CSE143—Computer Programming

CSE143—Computer Programming II

Programming Assignment #8

due: Thursday, 3/12/20, 9 pm

This assignment is worth a total of 30 points. It is divided into two parts, each worth approximately half

of the points. Please note that solutions to this homework will not be accepted after 11 pm on

Friday, March 13th

, as described in handout #1.

This program will give you practice with binary trees and priority queues. In this program you will

explore how text files can be compressed by using a coding scheme based on the frequency of

characters. We will use a coding scheme called Huffman coding. The basic idea is to abandon the way

that text files are usually stored. Instead of using the usual seven or eight bits per character, Huffman's

method uses only a few bits for characters that are used often, more bits for those that are rarely used.

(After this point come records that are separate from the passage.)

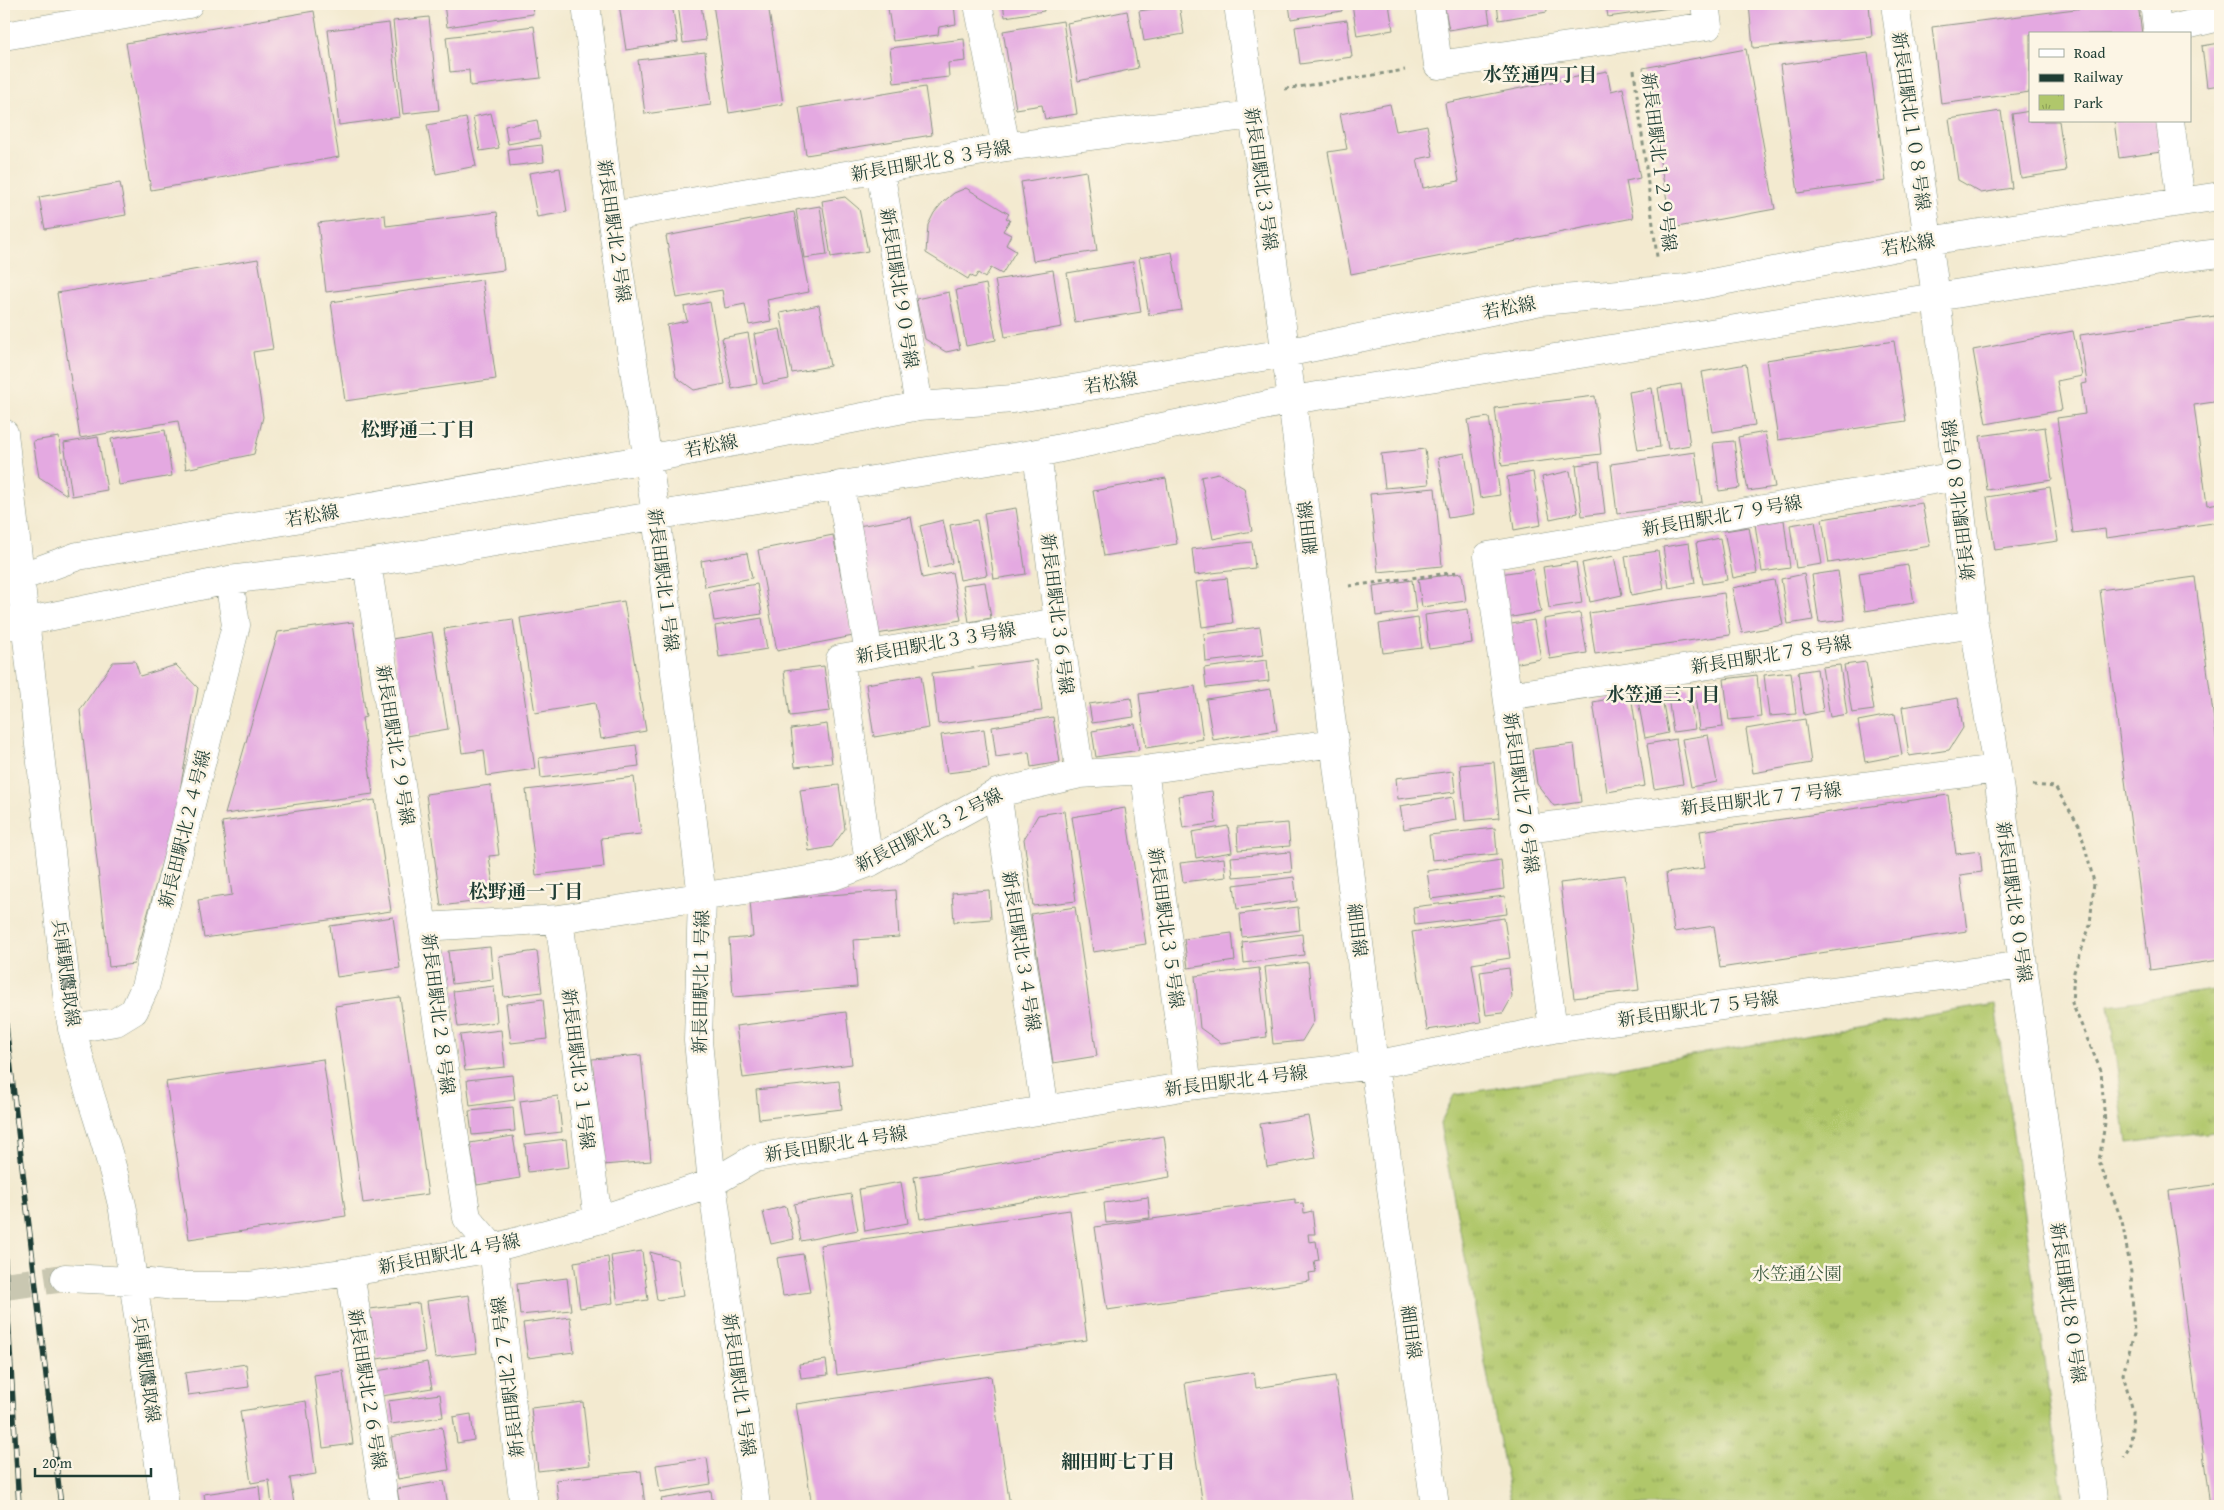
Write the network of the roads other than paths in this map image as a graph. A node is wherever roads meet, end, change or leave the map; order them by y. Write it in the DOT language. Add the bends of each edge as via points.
graph roads {
  1 [pos="189,4"];
  2 [pos="586,4"];
  3 [pos="978,4"];
  4 [pos="1238,4"];
  5 [pos="1430,4"];
  6 [pos="1705,4"];
  7 [pos="1895,4"];
  8 [pos="2154,4"];
  9 [pos="2220,17"];
  10 [pos="2158,32"];
  11 [pos="2162,32"];
  12 [pos="4,36"];
  13 [pos="1251,104"];
  14 [pos="2170,122"];
  15 [pos="1006,147"];
  16 [pos="880,170"];
  17 [pos="2220,196"];
  18 [pos="2181,202"];
  19 [pos="611,216"];
  20 [pos="1928,241"];
  21 [pos="2220,253"];
  22 [pos="1936,297"];
  23 [pos="1285,354"];
  24 [pos="1292,400"];
  25 [pos="919,406"];
  26 [pos="4,433"];
  27 [pos="1037,453"];
  28 [pos="647,459"];
  29 [pos="1957,476"];
  30 [pos="840,485"];
  31 [pos="656,516"];
  32 [pos="1489,562"];
  33 [pos="367,563"];
  34 [pos="12,578"];
  35 [pos="229,580"];
  36 [pos="1058,622"];
  37 [pos="14,624"];
  38 [pos="1974,624"];
  39 [pos="869,654"];
  40 [pos="1508,696"];
  41 [pos="1334,743"];
  42 [pos="1997,768"];
  43 [pos="1144,770"];
  44 [pos="1080,774"];
  45 [pos="997,793"];
  46 [pos="1526,829"];
  47 [pos="869,863"];
  48 [pos="702,897"];
  49 [pos="559,919"];
  50 [pos="423,927"];
  51 [pos="2023,965"];
  52 [pos="72,1029"];
  53 [pos="1553,1029"];
  54 [pos="1374,1065"];
  55 [pos="1188,1086"];
  56 [pos="1045,1110"];
  57 [pos="712,1183"];
  58 [pos="598,1220"];
  59 [pos="493,1248"];
  60 [pos="350,1272"];
  61 [pos="65,1278"];
  62 [pos="133,1281"];
  63 [pos="165,1506"];
  64 [pos="385,1506"];
  65 [pos="524,1506"];
  66 [pos="756,1506"];
  67 [pos="1435,1506"];
  68 [pos="2095,1506"];
  1 -- 12 [label="street"];
  2 -- 19 [label="street, 新長田駅北２号線"];
  3 -- 15 [label="street"];
  4 -- 13 [label="street, 新長田駅北３号線"];
  5 -- 6 [label="street" via="1438,65 1708,26"];
  7 -- 20 [label="street, 新長田駅北１０８号線"];
  8 -- 10 [label="street"];
  9 -- 11 [label="street"];
  13 -- 15 [label="street, 新長田駅北８３号線"];
  13 -- 23 [label="street, 新長田駅北３号線"];
  14 -- 18 [label="street"];
  15 -- 16 [label="street, 新長田駅北８３号線"];
  16 -- 19 [label="street, 新長田駅北８３号線"];
  16 -- 25 [label="street, 新長田駅北９０号線"];
  17 -- 18 [label="street, 若松線"];
  18 -- 20 [label="street, 若松線"];
  19 -- 28 [label="street, 新長田駅北２号線"];
  20 -- 22 [label="street, 新長田駅北１０８号線"];
  20 -- 23 [label="street, 若松線" via="1686,288 1542,301"];
  21 -- 22 [label="street"];
  22 -- 24 [label="street"];
  22 -- 29 [label="street, 新長田駅北８０号線"];
  23 -- 24 [label="street, 細田線"];
  23 -- 25 [label="street, 若松線" via="1013,399"];
  24 -- 27 [label="street"];
  24 -- 41 [label="street, 細田線"];
  25 -- 28 [label="street, 若松線"];
  26 -- 34 [label="street, 兵庫駅鷹取線"];
  27 -- 30 [label="street"];
  27 -- 36 [label="street, 新長田駅北３６号線"];
  28 -- 31 [label="street, 新長田駅北１号線"];
  28 -- 34 [label="street, 若松線" via="78,556"];
  29 -- 32 [label="street, 新長田駅北７９号線"];
  29 -- 38 [label="street, 新長田駅北８０号線"];
  30 -- 31 [label="street"];
  30 -- 39 [label="street"];
  31 -- 33 [label="street"];
  31 -- 48 [label="street, 新長田駅北１号線"];
  32 -- 40 [label="street, 新長田駅北７６号線"];
  33 -- 35 [label="street"];
  33 -- 50 [label="street, 新長田駅北２９号線"];
  34 -- 37 [label="street, 兵庫駅鷹取線"];
  35 -- 37 [label="street"];
  35 -- 52 [label="street, 新長田駅北２４号線" via="236,625 145,987 134,1011 116,1022"];
  36 -- 39 [label="street, 新長田駅北３３号線"];
  36 -- 44 [label="street, 新長田駅北３６号線"];
  37 -- 52 [label="street, 兵庫駅鷹取線"];
  38 -- 40 [label="street, 新長田駅北７８号線"];
  38 -- 42 [label="street, 新長田駅北８０号線"];
  39 -- 47 [label="street, 新長田駅北３３号線" via="840,660"];
  40 -- 46 [label="street, 新長田駅北７６号線"];
  41 -- 43 [label="street, 新長田駅北３２号線"];
  41 -- 54 [label="street, 細田線"];
  42 -- 46 [label="street, 新長田駅北７７号線"];
  42 -- 51 [label="street, 新長田駅北８０号線"];
  43 -- 44 [label="street, 新長田駅北３２号線"];
  43 -- 55 [label="street, 新長田駅北３５号線"];
  44 -- 45 [label="street, 新長田駅北３２号線"];
  45 -- 47 [label="street, 新長田駅北３２号線"];
  45 -- 56 [label="street, 新長田駅北３４号線"];
  46 -- 53 [label="street, 新長田駅北７６号線"];
  47 -- 48 [label="street, 新長田駅北３２号線" via="834,876"];
  48 -- 49 [label="street, 新長田駅北２８号線"];
  48 -- 57 [label="street, 新長田駅北１号線" via="698,1041"];
  49 -- 50 [label="street, 新長田駅北２８号線"];
  49 -- 58 [label="street, 新長田駅北３１号線"];
  50 -- 59 [label="street, 新長田駅北２８号線" via="467,1218"];
  51 -- 53 [label="street, 新長田駅北７５号線"];
  51 -- 68 [label="street, 新長田駅北８０号線"];
  52 -- 62 [label="street, 兵庫駅鷹取線" via="118,1186"];
  53 -- 54 [label="street, 新長田駅北７５号線"];
  54 -- 55 [label="street, 新長田駅北４号線"];
  54 -- 67 [label="street, 細田線"];
  55 -- 56 [label="street, 新長田駅北４号線"];
  56 -- 57 [label="street, 新長田駅北４号線" via="755,1158"];
  57 -- 58 [label="street, 新長田駅北４号線"];
  57 -- 66 [label="street, 新長田駅北１号線"];
  58 -- 59 [label="street, 新長田駅北４号線"];
  59 -- 60 [label="street, 新長田駅北４号線"];
  59 -- 65 [label="street, 新長田駅北２７号線"];
  60 -- 62 [label="street, 新長田駅北４号線" via="248,1286 174,1286"];
  60 -- 64 [label="street, 新長田駅北２６号線"];
  61 -- 62 [label="street, 新長田駅北４号線"];
  62 -- 63 [label="street, 兵庫駅鷹取線"];
}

You will solve this problem using a structure known as a priority queue. In a priority queue each value

inserted into the queue has a priority that determines when it will be removed. There are many ways to

specify the priorities. For this program you will construct objects that implement the Comparable

interface, with objects that are “less” being given a higher priority (to be removed first).

The first step is to compute the frequency of each character in the file you wish to encode. This allows

you to determine which characters should have the fewest bits, etc. The next step is to build a “coding

tree” from the bottom up according to the frequencies. An example will help make this clear. To make

the example easier, suppose we only want to encode the five letters (a, b, c, x, y) and they have

frequencies 3, 3, 1, 1, and 2, respectively.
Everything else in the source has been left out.